Fagen was a frumpy but enthusiastic presence, bopping and swaying his head as he sang tart melodies in a voice grown more pinched and nasal. Aside from toneless turns at the microphone on “Daddy Don’t Live In That New York City” and “Monkey In Your Soul,” Becker confined himself to unobtrusive rhythm guitar and the occasional jazzy guitar solo.

Their low-key presence and heavy reliance on their band made for skilled but faceless music, at times reinforcing Steely Dan’s image as a studio band. The limits of their devotion to arrangement and technique were apparent in the material from Steely Dan’s new CD, Two Against Nature. Their arid melodies and flattened grooves sunk “Jamie Runaway,” “Jack of Speed” and “Cousin Dupree.”

Ironically, many of Steely Dan’s vintage songs seemed more contemporary than the new material.
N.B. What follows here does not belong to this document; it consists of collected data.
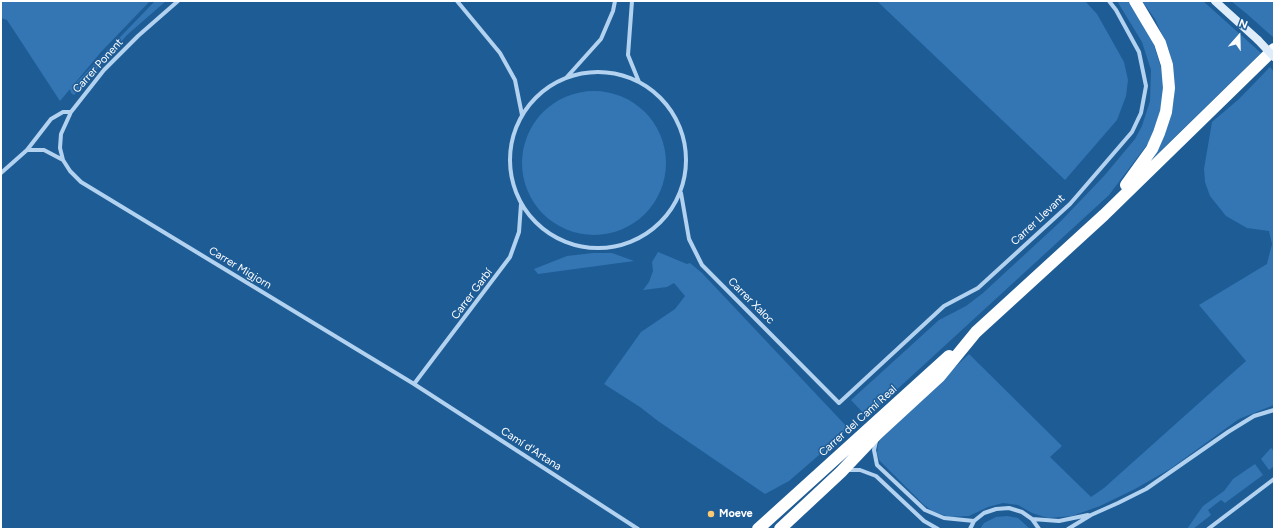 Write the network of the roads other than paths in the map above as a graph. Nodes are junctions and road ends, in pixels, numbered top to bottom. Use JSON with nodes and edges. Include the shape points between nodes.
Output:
{"nodes":[{"id":1,"x":178,"y":1,"type":"edge"},
{"id":2,"x":457,"y":1,"type":"edge"},
{"id":3,"x":615,"y":1,"type":"edge"},
{"id":4,"x":632,"y":1,"type":"edge"},
{"id":5,"x":1109,"y":1,"type":"edge"},
{"id":6,"x":1135,"y":1,"type":"edge"},
{"id":7,"x":1215,"y":1,"type":"edge"},
{"id":8,"x":1274,"y":49,"type":"edge"},
{"id":9,"x":1274,"y":57,"type":"edge"},
{"id":10,"x":566,"y":78,"type":"junction"},
{"id":11,"x":639,"y":82,"type":"junction"},
{"id":12,"x":71,"y":112,"type":"junction"},
{"id":13,"x":522,"y":115,"type":"junction"},
{"id":14,"x":27,"y":150,"type":"junction"},
{"id":15,"x":63,"y":160,"type":"junction"},
{"id":16,"x":1,"y":172,"type":"edge"},
{"id":17,"x":681,"y":193,"type":"junction"},
{"id":18,"x":521,"y":204,"type":"junction"},
{"id":19,"x":1104,"y":215,"type":"junction"},
{"id":20,"x":976,"y":332,"type":"junction"},
{"id":21,"x":414,"y":384,"type":"junction"},
{"id":22,"x":839,"y":403,"type":"joint"},
{"id":23,"x":1274,"y":410,"type":"edge"},
{"id":24,"x":877,"y":434,"type":"junction"},
{"id":25,"x":841,"y":472,"type":"junction"},
{"id":26,"x":1274,"y":479,"type":"edge"},
{"id":27,"x":1090,"y":515,"type":"junction"},
{"id":28,"x":1032,"y":519,"type":"junction"},
{"id":29,"x":974,"y":521,"type":"junction"},
{"id":30,"x":638,"y":529,"type":"edge"},
{"id":31,"x":758,"y":529,"type":"edge"},
{"id":32,"x":780,"y":529,"type":"edge"},
{"id":33,"x":938,"y":529,"type":"edge"},
{"id":34,"x":970,"y":529,"type":"edge"},
{"id":35,"x":1039,"y":529,"type":"edge"},
{"id":36,"x":1068,"y":529,"type":"edge"},
{"id":37,"x":1208,"y":529,"type":"edge"}],
"edges":[{"from":1,"to":12,"type":"street","name":"Carrer Ponent","via":[[104,70]]},
{"from":2,"to":13,"type":"street","via":[[500,53],[515,80]]},
{"from":3,"to":10,"type":"street","via":[[602,39]]},
{"from":4,"to":11,"type":"street","via":[[628,55]]},
{"from":5,"to":22,"type":"street","name":"Carrer Llevant","via":[[1139,52],[1146,86],[1141,113],[1132,132],[1064,209],[978,288],[944,306]]},
{"from":6,"to":19,"type":"highway","via":[[1152,28],[1164,56],[1168,77],[1168,100],[1164,123],[1152,149]]},
{"from":7,"to":9,"type":"main road","bridge":true},
{"from":8,"to":19,"type":"highway"},
{"from":10,"to":11,"type":"street","via":[[590,72],[616,74]]},
{"from":10,"to":13,"type":"street","via":[[541,93]]},
{"from":11,"to":17,"type":"street","via":[[668,106],[682,133],[687,163]]},
{"from":12,"to":14,"type":"street","via":[[63,112],[51,119]]},
{"from":12,"to":15,"type":"street","name":"Carrer Ponent","via":[[61,134],[60,148]]},
{"from":13,"to":18,"type":"street","via":[[513,137],[510,160],[512,183]]},
{"from":14,"to":15,"type":"street","via":[[44,150]]},
{"from":14,"to":16,"type":"street"},
{"from":15,"to":21,"type":"street","name":"Carrer Migjorn","via":[[81,182]]},
{"from":17,"to":18,"type":"street","via":[[666,217],[645,236],[618,247],[590,248],[563,242],[539,226]]},
{"from":17,"to":22,"type":"street","name":"Carrer Xaloc","via":[[689,239],[702,265]]},
{"from":18,"to":21,"type":"street","name":"Carrer Garbí","via":[[519,232],[510,257]]},
{"from":19,"to":20,"type":"highway"},
{"from":20,"to":24,"type":"highway","via":[[940,376]]},
{"from":20,"to":31,"type":"highway","name":"Carrer del Camí Real"},
{"from":21,"to":30,"type":"street","name":"Camí d'Artana"},
{"from":23,"to":27,"type":"street","via":[[1254,416],[1228,432],[1146,489]]},
{"from":24,"to":25,"type":"highway"},
{"from":24,"to":29,"type":"street","via":[[874,450],[877,465],[925,510],[944,518]]},
{"from":25,"to":32,"type":"highway"},
{"from":25,"to":33,"type":"street","via":[[860,470],[876,476],[924,521]]},
{"from":26,"to":37,"type":"street"},
{"from":27,"to":28,"type":"street","via":[[1059,521]]},
{"from":27,"to":36,"type":"street"},
{"from":28,"to":29,"type":"street","via":[[1022,512],[1003,508],[984,513]]},
{"from":28,"to":35,"type":"street"},
{"from":29,"to":34,"type":"street"}]}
The withering social commentary of “Black Friday,” “Kid Charlemagne” and “Don’t Take Me Alive” seemed all too relevant in the era of NASDAQ, Ecstasy and the Columbine shootings.

Becker and Fagen’s best work has a decidedly mean, anti-social streak. In articulating the cynicism of the Watergate era, though, Steely Dan was the perfect band for its time, allowing rebellious youth to retain an anti-establishment attitude even as the music’s sleek veneer helped them navigate the transition to adulthood.

That sleekness has helped Becker and Fagen’s music wear well, even if its bite no longer packs as much venom.